• Notice: Please see part 1 for an introduction to this project, or if you’d like to see how I created the dataset used here. In this part, I’ll set up the ‘‘parameter space transects’’ experiment, go over the VAE architecture I used, and show my results.
  • Repository for this project: Github
  • Jupyter notebook used: Train_VAE_sampleweights_constant_variance.ipynb

In Brief: In the context of deep generative modeling, zero-shot learning can be thought of as a model’s ability to synthesize images that it received no training data on. I generated a synthetic image dataset by drawing from a known latent space. I removed a region of points from this dataset and trained a VAE on the remaining images. I then asked the VAE to sample images along a line extending across the removed region. Result: The model reconstructs images from the removed region fairly well in only a few cases. This highlights the difficulty of interpolating to new regions of the latent space.

Research goal | Parameter space transects

Given the ability of VAEs to interpolate between images, in this experiment I asked whether a VAE is capable of true zero-shot learning, in the sense of generating an image from a part of the latent space it has never been trained on. To make an analogy using the idea of attribute vectors, one could ask if it’s possible to generate an image of a dog wearing sunglasses, if the model saw many images of humans in sunglasses and dogs without sunglasses during training? I.e.

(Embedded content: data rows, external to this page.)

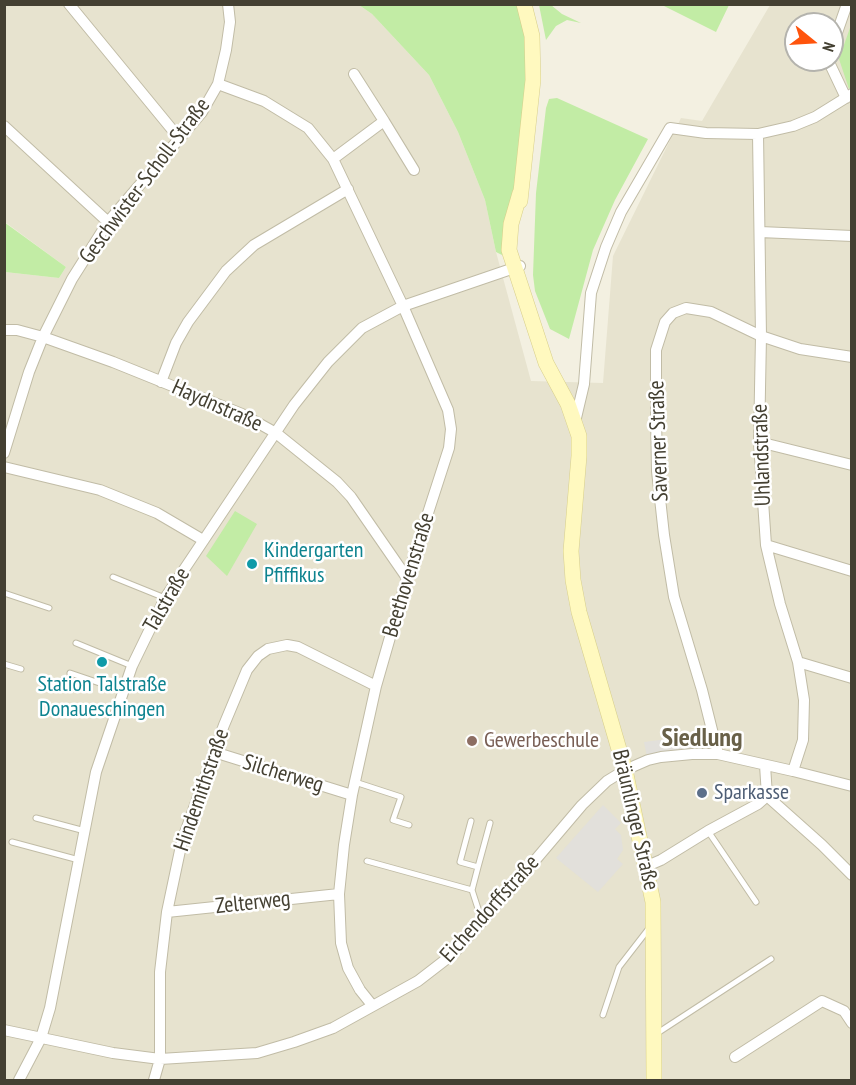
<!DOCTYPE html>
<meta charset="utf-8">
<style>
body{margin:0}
#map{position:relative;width:856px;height:1085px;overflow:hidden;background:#f3f0e1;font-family:"PT Sans Narrow",sans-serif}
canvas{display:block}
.frame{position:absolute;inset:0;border:6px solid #444032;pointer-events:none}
.north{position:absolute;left:784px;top:12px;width:60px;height:60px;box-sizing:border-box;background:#fff;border:2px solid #b4b3ad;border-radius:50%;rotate:108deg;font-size:16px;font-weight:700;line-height:24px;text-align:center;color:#444032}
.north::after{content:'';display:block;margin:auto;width:21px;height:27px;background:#ff540c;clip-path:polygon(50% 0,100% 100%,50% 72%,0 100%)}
</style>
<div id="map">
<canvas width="856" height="1085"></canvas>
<div class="frame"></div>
<div class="north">N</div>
</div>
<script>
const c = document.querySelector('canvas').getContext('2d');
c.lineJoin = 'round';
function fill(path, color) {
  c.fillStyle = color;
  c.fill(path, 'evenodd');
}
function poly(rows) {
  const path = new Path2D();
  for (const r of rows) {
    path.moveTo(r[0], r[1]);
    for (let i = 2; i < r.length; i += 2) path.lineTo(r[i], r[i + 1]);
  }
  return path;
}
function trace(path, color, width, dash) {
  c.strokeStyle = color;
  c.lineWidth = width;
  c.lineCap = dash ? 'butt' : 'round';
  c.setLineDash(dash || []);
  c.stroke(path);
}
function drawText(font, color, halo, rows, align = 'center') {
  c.font = font + ' "PT Sans Narrow",sans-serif';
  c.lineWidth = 5;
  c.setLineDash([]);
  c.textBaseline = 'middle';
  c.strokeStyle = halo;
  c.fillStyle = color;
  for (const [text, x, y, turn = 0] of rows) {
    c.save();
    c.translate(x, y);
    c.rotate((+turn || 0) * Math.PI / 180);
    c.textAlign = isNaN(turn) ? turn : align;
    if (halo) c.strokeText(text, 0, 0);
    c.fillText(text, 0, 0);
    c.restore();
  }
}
const residential = poly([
 [5,5,359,5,372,14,429,75,458,132,485,200,496,252,531,381,603,383,613,256,681,118,702,121,770,5,851,5,851,1080,5,1080,5,272,59,278,66,267,5,222],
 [796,24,832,24,832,60,796,60]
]);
const green = poly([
 [359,5,519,5,525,27,528,81,517,174,503,239,502,255,496,252,485,200,458,132,429,75,372,14],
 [539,5,551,5,562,14,581,23,567,20,556,26,546,40],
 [662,5,729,5,716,32],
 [851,25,852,87,849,89,839,59],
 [557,98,648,139,615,200,593,250,569,339,550,329,535,291,533,275,536,193,546,108,549,99],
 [4,222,66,267,59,278,5,272],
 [235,511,257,524,227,576,206,556]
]);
const parking = poly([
 [690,736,692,751,647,757,644,742],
 [603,805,621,823,615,829,621,835,623,850,617,859,623,864,598,892,556,858]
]);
const lane = poly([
 [113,577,165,598],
 [4,593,49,608],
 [76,643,132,666],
 [4,664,21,669],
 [70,673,123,691],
 [355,782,401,797,393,820,409,825],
 [36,818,85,831],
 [471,821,460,862,478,867,472,890,482,921],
 [708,831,756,902],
 [12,842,79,860],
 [367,861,472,890],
 [478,867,490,823],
 [603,1015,619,967,650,927],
 [656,1034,771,959]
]);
const street = poly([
 [69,4,179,138],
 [832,47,847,4],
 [828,60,846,98],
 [218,84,264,101,308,128,333,159,403,306,448,410,451,429,449,448,407,578,376,686,352,795,344,845,339,894,341,943,348,968,360,990,372,1005],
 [384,121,414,170],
 [4,126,108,222],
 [758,134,761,336,759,442,766,545,780,604,798,662,804,700,803,740,793,771],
 [333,159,384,121,354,74],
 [760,232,852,236],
 [4,330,17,330,43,337,113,362,242,414,276,433,337,482,351,497,407,578],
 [161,382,176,343,188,322,226,271,254,245,348,189],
 [575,422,584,384,591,293,606,247,621,212,670,128,706,133,758,134,793,126,815,117,852,94],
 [759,442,852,465],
 [4,453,29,372,43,337,72,279,108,222,202,112,218,84,226,50,230,22,228,4],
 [4,467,100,490,157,513,203,540],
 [766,545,852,571],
 [798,662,852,678],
 [214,752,352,795],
 [718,754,702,690,674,597,664,535,657,471,656,416,656,350,665,322,673,313,686,308,711,312,761,336,800,349,852,357],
 [765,765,767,796,822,845,852,875],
 [647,866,661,860,708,831,758,804,767,796],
 [167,912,339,894],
 [4,1030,113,1053,160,1059,257,1053,294,1042,333,1028,418,981,453,954,509,891,582,805,607,781,625,770,648,760,661,757,692,754,718,754,793,771,852,786],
 [735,1057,822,1001,844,1011,852,1023],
 [19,1080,41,1038,50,1008,96,772,132,666,165,598,294,405,328,362,362,328,403,306,520,266],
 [154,1080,160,1059,160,972,167,912,182,841,224,725,247,670,258,656,268,649,287,645,298,647,376,686]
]);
const secondary = poly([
 [520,193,511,224,509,250,546,363,568,404,579,436,579,456,571,551,573,580,579,612,625,770,653,902,654,1080],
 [520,201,533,80,532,36,524,4]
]);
const markers = [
 [252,564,6,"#0f9aa8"],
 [102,662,6,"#0f9aa8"],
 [472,741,6,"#8d6e63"],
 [702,793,6,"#5c6f8a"]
];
const streetNames = [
 ["Geschwister-Scholl-Straße",145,181,-53],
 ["Haydnstraße",217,406,24],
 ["Saverner Straße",659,441,-92],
 ["Uhlandstraße",762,455,-92],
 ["Beethovenstraße",409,575,-73],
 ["Talstraße",167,600,-60],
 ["Silcherweg",283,774,17],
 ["Hindemithstraße",202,790,-71],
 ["Bräunlinger Straße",635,820,77],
 ["Zelterweg",253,903,-6],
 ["Eichendorffstraße",490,909,-48]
];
const cultureNames = [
 ["Kindergarten",264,551],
 ["Pfiffikus",264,576],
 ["Station Talstraße",102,685,"center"],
 ["Donaueschingen",102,710,"center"]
];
const educationNames = [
 ["Gewerbeschule",484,741]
];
const serviceNames = [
 ["Sparkasse",714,793]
];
const quarterNames = [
 ["Siedlung",702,739]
];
fill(residential, '#e7e3cf');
fill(green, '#c2eca5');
fill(parking, '#e2e0db');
trace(lane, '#c1bca6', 7);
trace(street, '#c1bca6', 12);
trace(secondary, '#d8cf8b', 16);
trace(lane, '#fff', 5);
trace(street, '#fff', 10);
trace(secondary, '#fff9bf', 15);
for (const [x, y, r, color] of markers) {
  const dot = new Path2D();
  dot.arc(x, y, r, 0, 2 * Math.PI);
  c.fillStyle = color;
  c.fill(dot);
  trace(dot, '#fff', 2);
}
drawText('22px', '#444032', '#fff', streetNames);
drawText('22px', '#0d838f', '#fff', cultureNames, 'left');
drawText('22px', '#785e54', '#fff', educationNames, 'left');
drawText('22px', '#4e5e75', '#fff', serviceNames, 'left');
drawText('bold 26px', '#686048', '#fff', quarterNames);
</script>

Perhaps you could 1. find an attribute vector which is able to add sunglasses to faces, 2. add it to the latent vector corresponding to a dog photo, and 3. use the decoder network to map this dog+sunglasses latent vector back into image space.

In order to test this idea in a concrete and interpretable way, it helps to have a dataset drawn from a known, low-dimensional latent space, so that we can control exactly which parts of the space we train the VAE on. Then, we can ask the VAE to sample images directly from a part of the space it has never seen. Finally we can compare its predictions to known ground truth images from that region.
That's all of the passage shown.